Your assignment — Please copy out every line in the entries that includes the word "lane".

Extracted records —

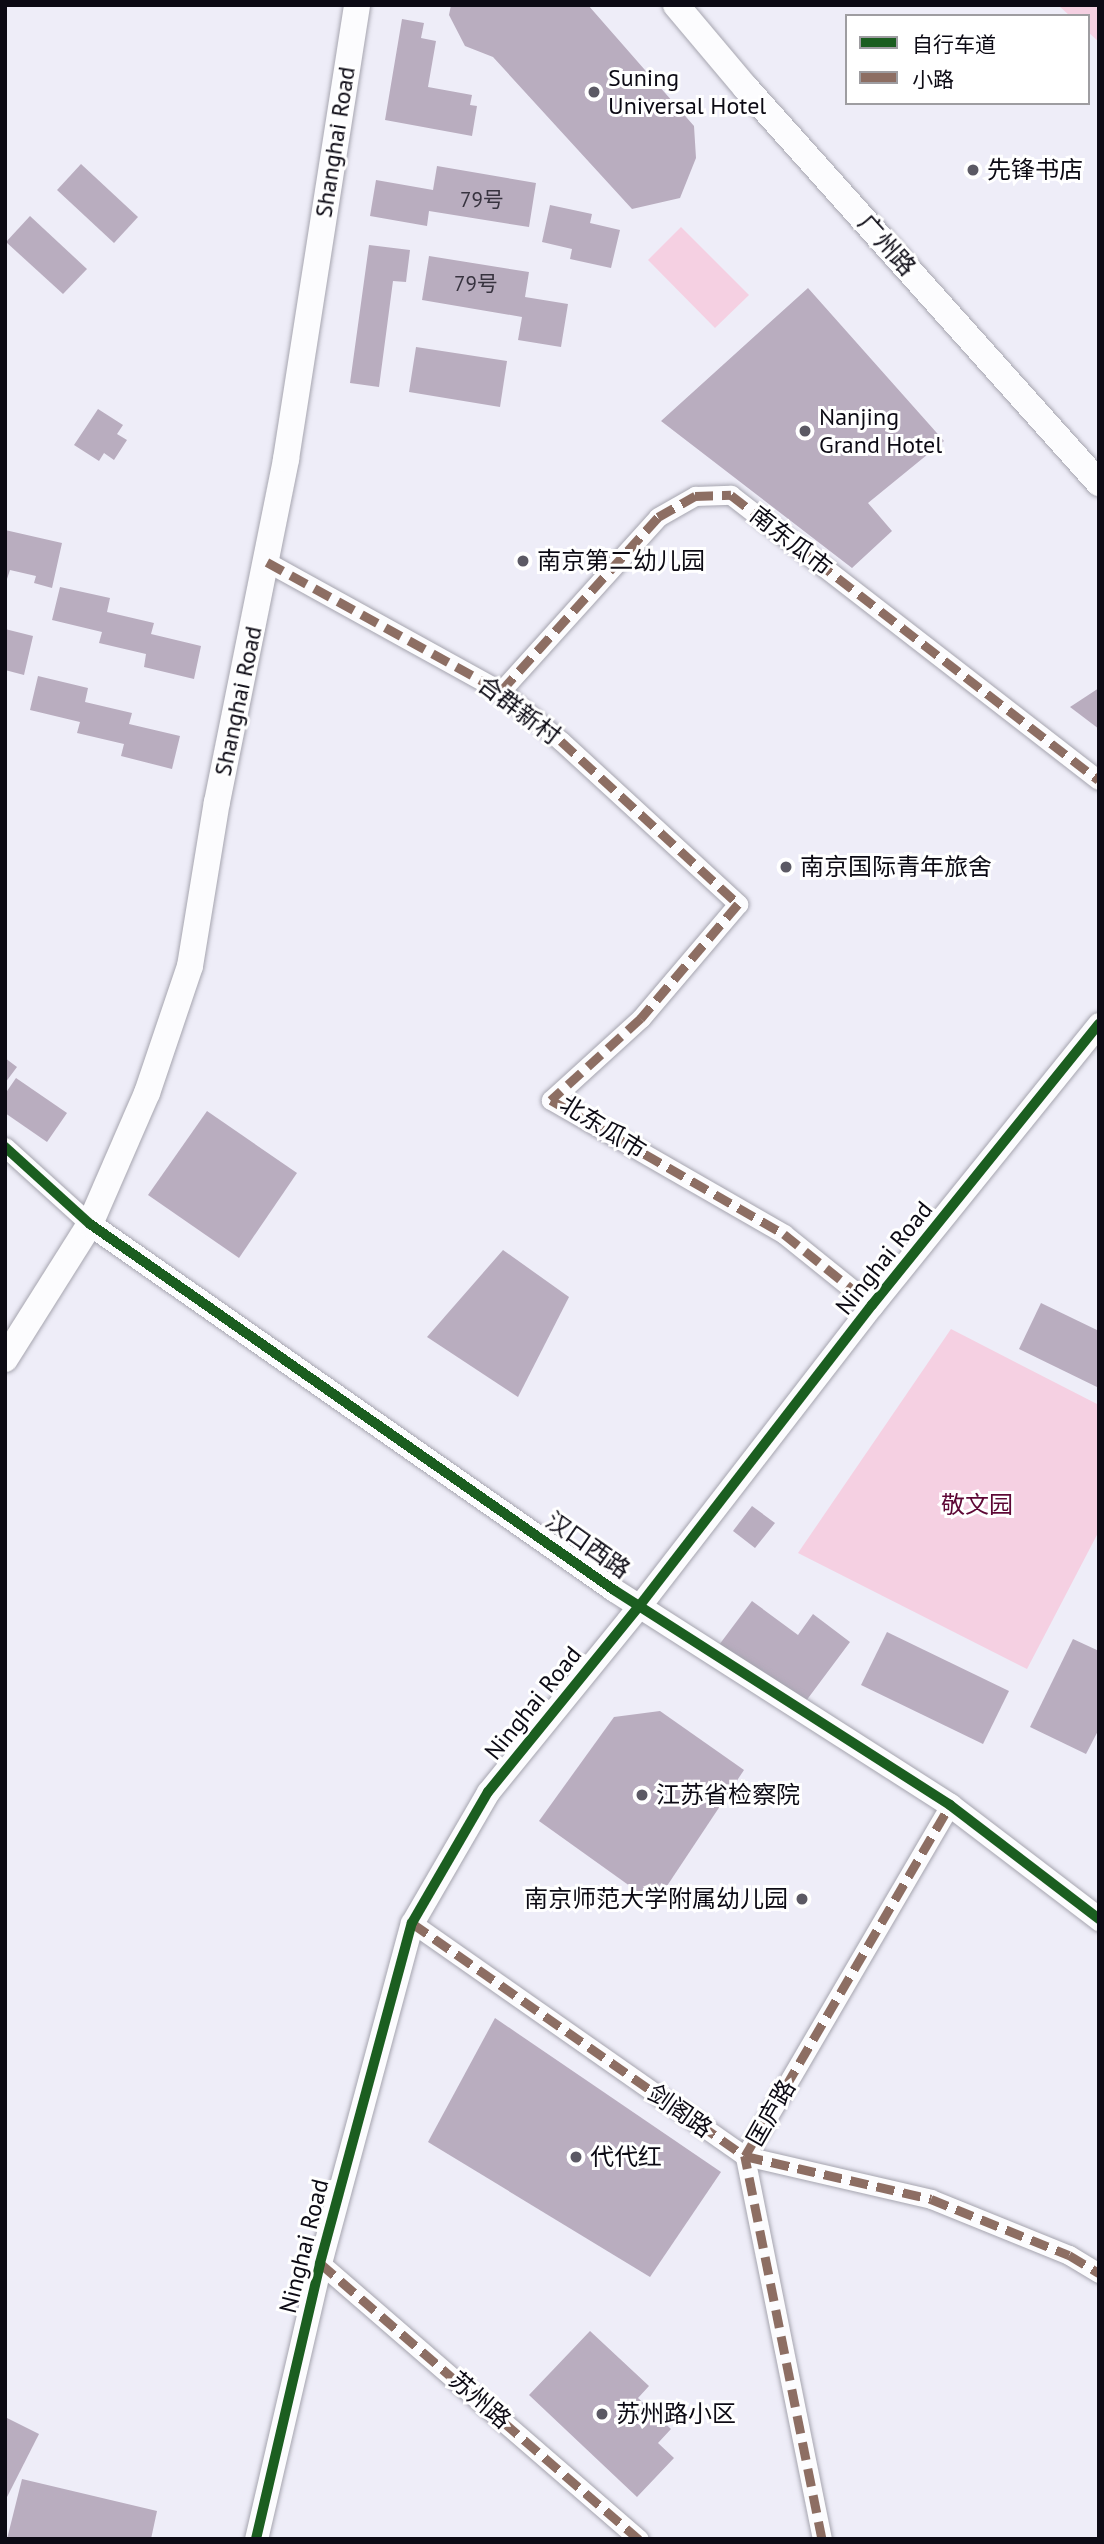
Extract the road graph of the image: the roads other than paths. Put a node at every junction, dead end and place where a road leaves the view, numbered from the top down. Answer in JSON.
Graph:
{"nodes":[{"id":1,"x":356,"y":5,"type":"edge"},
{"id":2,"x":676,"y":5,"type":"edge"},
{"id":3,"x":1099,"y":483,"type":"edge"},
{"id":4,"x":267,"y":562,"type":"junction"},
{"id":5,"x":501,"y":691,"type":"junction"},
{"id":6,"x":1099,"y":780,"type":"edge"},
{"id":7,"x":738,"y":904,"type":"joint"},
{"id":8,"x":1099,"y":1024,"type":"edge"},
{"id":9,"x":5,"y":1147,"type":"edge"},
{"id":10,"x":90,"y":1224,"type":"junction"},
{"id":11,"x":872,"y":1305,"type":"junction"},
{"id":12,"x":5,"y":1359,"type":"edge"},
{"id":13,"x":639,"y":1605,"type":"junction"},
{"id":14,"x":950,"y":1805,"type":"junction"},
{"id":15,"x":1099,"y":1919,"type":"edge"},
{"id":16,"x":412,"y":1923,"type":"junction"},
{"id":17,"x":745,"y":2156,"type":"junction"},
{"id":18,"x":320,"y":2263,"type":"junction"},
{"id":19,"x":1099,"y":2273,"type":"edge"},
{"id":20,"x":256,"y":2539,"type":"edge"},
{"id":21,"x":639,"y":2539,"type":"edge"},
{"id":22,"x":822,"y":2539,"type":"edge"}],
"edges":[{"from":1,"to":4,"type":"main road","name":"Shanghai Road"},
{"from":2,"to":3,"type":"main road","name":"广州路"},
{"from":4,"to":5,"type":"street","name":"合群新村"},
{"from":4,"to":10,"type":"main road","name":"Shanghai Road"},
{"from":5,"to":6,"type":"street","name":"南东瓜市"},
{"from":5,"to":7,"type":"street","name":"合群新村"},
{"from":7,"to":11,"type":"street","name":"北东瓜市"},
{"from":8,"to":11,"type":"street","name":"Ninghai Road"},
{"from":9,"to":10,"type":"street"},
{"from":10,"to":12,"type":"main road","name":"Shanghai Road"},
{"from":10,"to":13,"type":"street","name":"汉口西路"},
{"from":11,"to":13,"type":"street","name":"Ninghai Road"},
{"from":13,"to":14,"type":"street","name":"汉口西路"},
{"from":13,"to":16,"type":"street","name":"Ninghai Road"},
{"from":14,"to":15,"type":"street","name":"汉口西路"},
{"from":14,"to":17,"type":"street","name":"匡庐路"},
{"from":16,"to":17,"type":"street","name":"剑阁路"},
{"from":16,"to":18,"type":"street","name":"Ninghai Road"},
{"from":17,"to":19,"type":"street","name":"剑阁路"},
{"from":17,"to":22,"type":"street","name":"匡庐路"},
{"from":18,"to":20,"type":"street","name":"Ninghai Road"},
{"from":18,"to":21,"type":"street","name":"苏州路"}]}
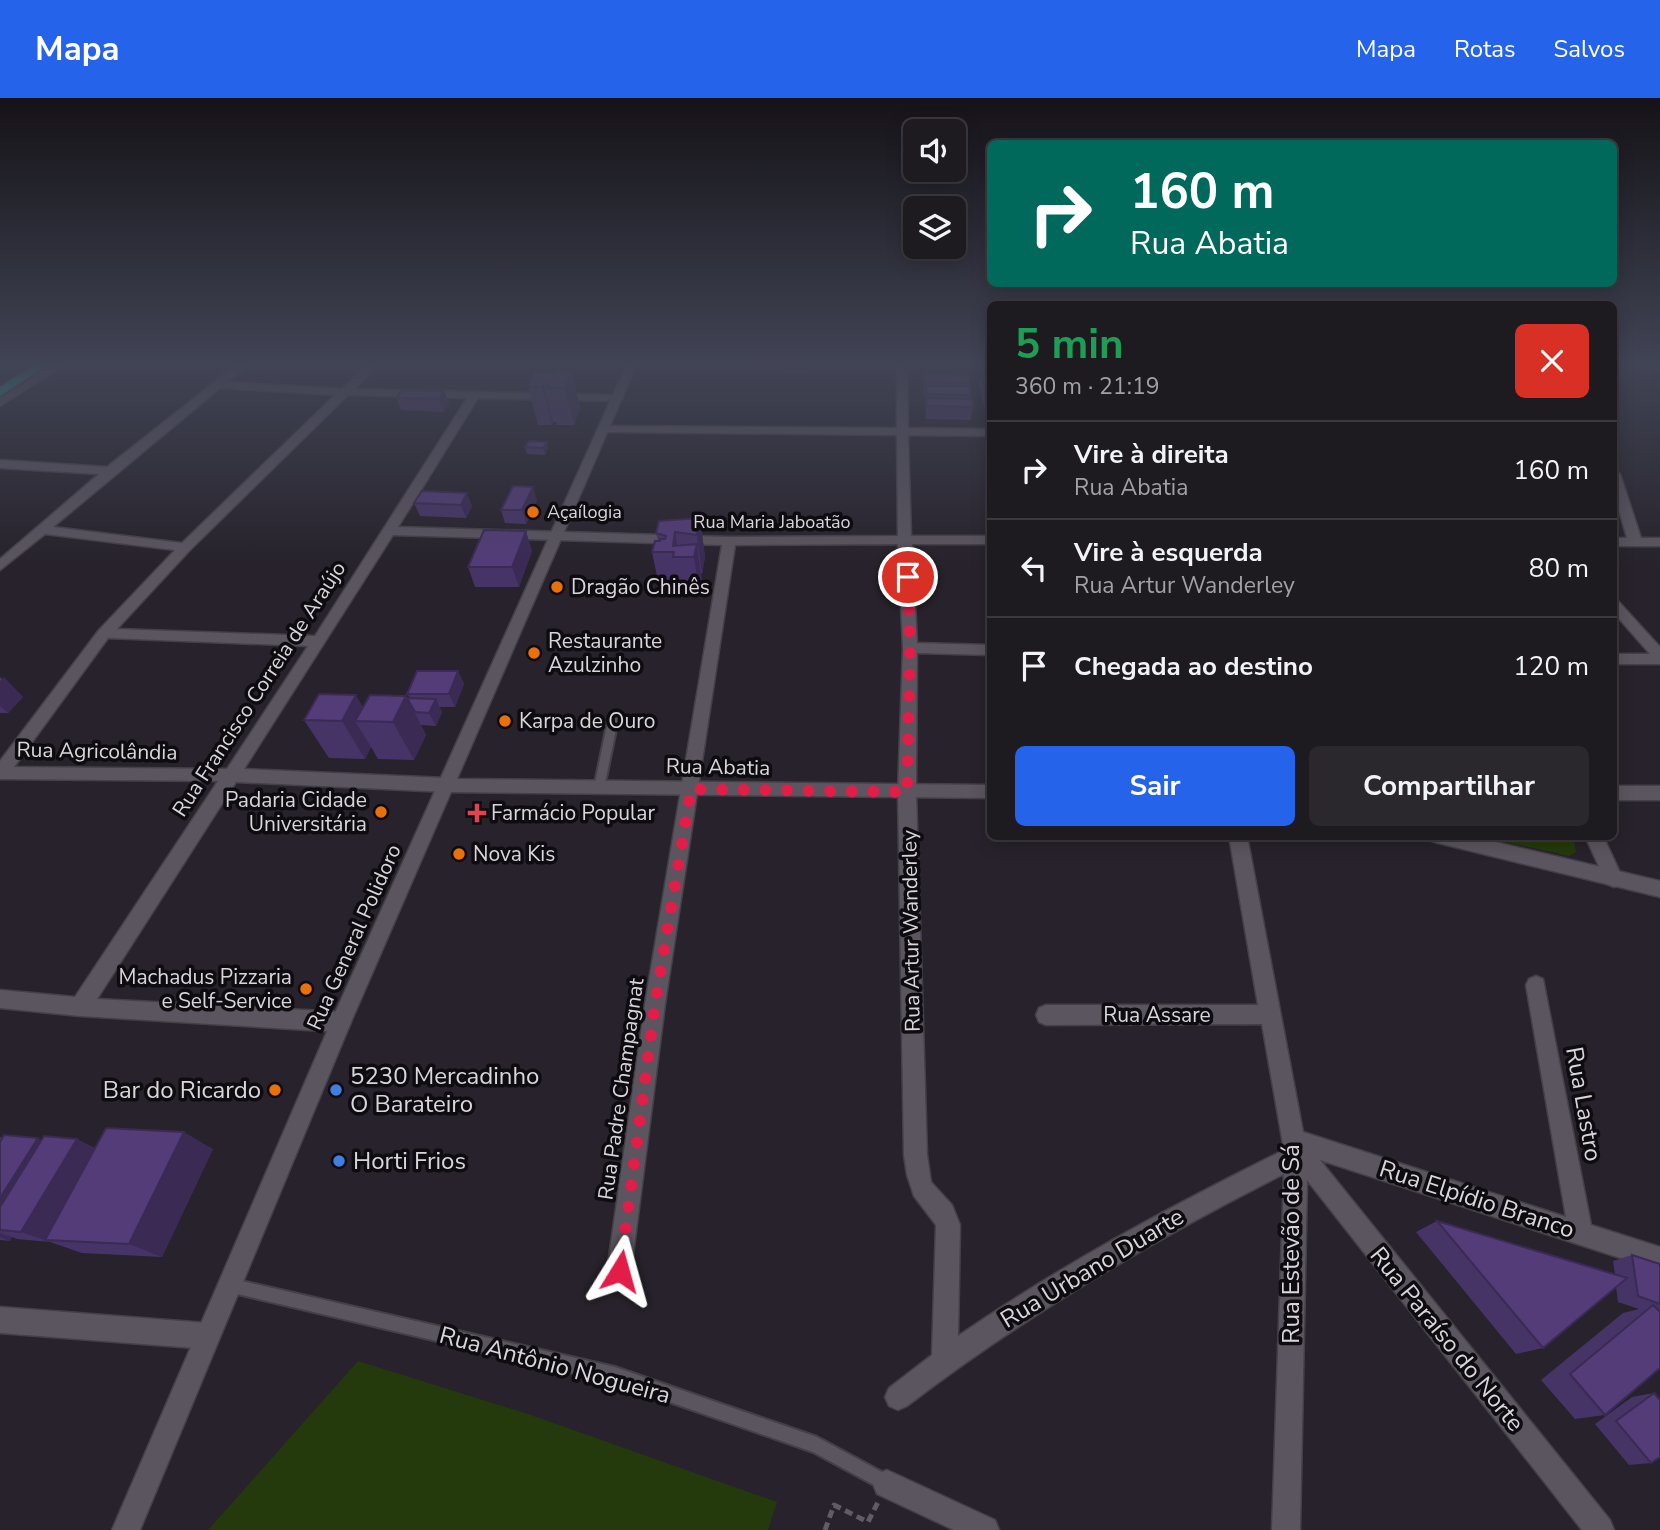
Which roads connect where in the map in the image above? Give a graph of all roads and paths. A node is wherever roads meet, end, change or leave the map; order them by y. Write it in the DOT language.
graph roads {
  1 [pos="904,432"];
  2 [pos="158,433"];
  3 [pos="303,433"];
  4 [pos="451,433"];
  5 [pos="601,433"];
  6 [pos="0,464"];
  7 [pos="110,471"];
  8 [pos="1617,484"];
  9 [pos="44,530"];
  10 [pos="387,531"];
  11 [pos="553,537"];
  12 [pos="906,540"];
  13 [pos="987,540"];
  14 [pos="729,541"];
  15 [pos="1635,541"];
  16 [pos="1660,541"];
  17 [pos="1617,542"];
  18 [pos="185,547"];
  19 [pos="0,566"];
  20 [pos="1617,608"];
  21 [pos="104,634"];
  22 [pos="319,641"];
  23 [pos="910,648"];
  24 [pos="987,650"];
  25 [pos="1660,657"];
  26 [pos="1617,659"];
  27 [pos="614,715"];
  28 [pos="0,773"];
  29 [pos="230,775"];
  30 [pos="446,785"];
  31 [pos="599,788"];
  32 [pos="691,789"];
  33 [pos="907,792"];
  34 [pos="987,792"];
  35 [pos="1617,793"];
  36 [pos="1660,793"];
  37 [pos="1239,840"];
  38 [pos="1455,840"];
  39 [pos="1596,840"];
  40 [pos="1614,878"];
  41 [pos="1660,888"];
  42 [pos="1536,985"];
  43 [pos="0,999"];
  44 [pos="80,1007"];
  45 [pos="1269,1014"];
  46 [pos="1045,1015"];
  47 [pos="341,1022"];
  48 [pos="1295,1148"];
  49 [pos="1581,1233"];
  50 [pos="1660,1259"];
  51 [pos="620,1271"];
  52 [pos="228,1285"];
  53 [pos="0,1320"];
  54 [pos="207,1336"];
  55 [pos="945,1360"];
  56 [pos="898,1397"];
  57 [pos="887,1484"];
  58 [pos="126,1530"];
  59 [pos="825,1530"];
  60 [pos="985,1530"];
  61 [pos="1286,1530"];
  62 [pos="1600,1530"];
  1 -- 12 [label="street, Rua Artur Wanderley"];
  2 -- 7 [label="street"];
  3 -- 18 [label="street"];
  4 -- 10 [label="street, Rua Francisco Correia de Araújo"];
  5 -- 11 [label="street, Rua General Polidoro"];
  6 -- 7 [label="street"];
  7 -- 9 [label="street"];
  8 -- 15 [label="street"];
  9 -- 18 [label="street"];
  9 -- 19 [label="street"];
  10 -- 11 [label="street, Rua Maria Jaboatão"];
  10 -- 22 [label="street, Rua Francisco Correia de Araújo"];
  11 -- 14 [label="street, Rua Maria Jaboatão"];
  11 -- 30 [label="street, Rua General Polidoro"];
  12 -- 13 [label="street, Rua Maria Jaboatão"];
  12 -- 14 [label="street, Rua Maria Jaboatão"];
  12 -- 23 [label="street, Rua Artur Wanderley"];
  14 -- 32 [label="street, Rua Padre Champagnat"];
  15 -- 16 [label="street"];
  15 -- 17 [label="street"];
  18 -- 21 [label="street"];
  20 -- 25 [label="street"];
  21 -- 22 [label="street"];
  21 -- 28 [label="street"];
  22 -- 29 [label="street, Rua Francisco Correia de Araújo"];
  23 -- 24 [label="street"];
  23 -- 33 [label="street, Rua Artur Wanderley"];
  25 -- 26 [label="street"];
  27 -- 31 [label="lane"];
  28 -- 29 [label="street, Rua Agricolândia"];
  29 -- 30 [label="street, Rua Agricolândia"];
  29 -- 44 [label="street, Rua Francisco Correia de Araújo"];
  30 -- 31 [label="street, Rua Abatia"];
  30 -- 47 [label="street, Rua General Polidoro"];
  31 -- 32 [label="street, Rua Abatia"];
  32 -- 33 [label="street, Rua Abatia"];
  32 -- 51 [label="street, Rua Padre Champagnat"];
  33 -- 34 [label="street, Rua Abatia"];
  33 -- 55 [label="street, Rua Artur Wanderley"];
  35 -- 36 [label="street"];
  37 -- 45 [label="street, Rua Estevão de Sá"];
  38 -- 40 [label="street"];
  39 -- 40 [label="street"];
  40 -- 41 [label="street"];
  42 -- 49 [label="street, Rua Lastro"];
  43 -- 44 [label="street"];
  44 -- 47 [label="street"];
  45 -- 46 [label="street, Rua Assare"];
  45 -- 48 [label="street, Rua Estevão de Sá"];
  47 -- 52 [label="street, Rua General Polidoro"];
  48 -- 49 [label="street, Rua Elpídio Branco"];
  48 -- 55 [label="street, Rua Urbano Duarte"];
  48 -- 61 [label="street, Rua Estevão de Sá"];
  48 -- 62 [label="street, Rua Paraíso do Norte"];
  49 -- 50 [label="street, Rua Elpídio Branco"];
  52 -- 54 [label="street, Rua General Polidoro"];
  52 -- 57 [label="lane, Rua Antônio Nogueira"];
  53 -- 54 [label="street"];
  54 -- 58 [label="street, Rua General Polidoro"];
  55 -- 56 [label="street, Rua Urbano Duarte"];
  57 -- 59 [label="path"];
  57 -- 60 [label="street, Rua Antônio Nogueira"];
}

Expected answer —
  27 -- 31 [label="lane"];
  52 -- 57 [label="lane, Rua Antônio Nogueira"];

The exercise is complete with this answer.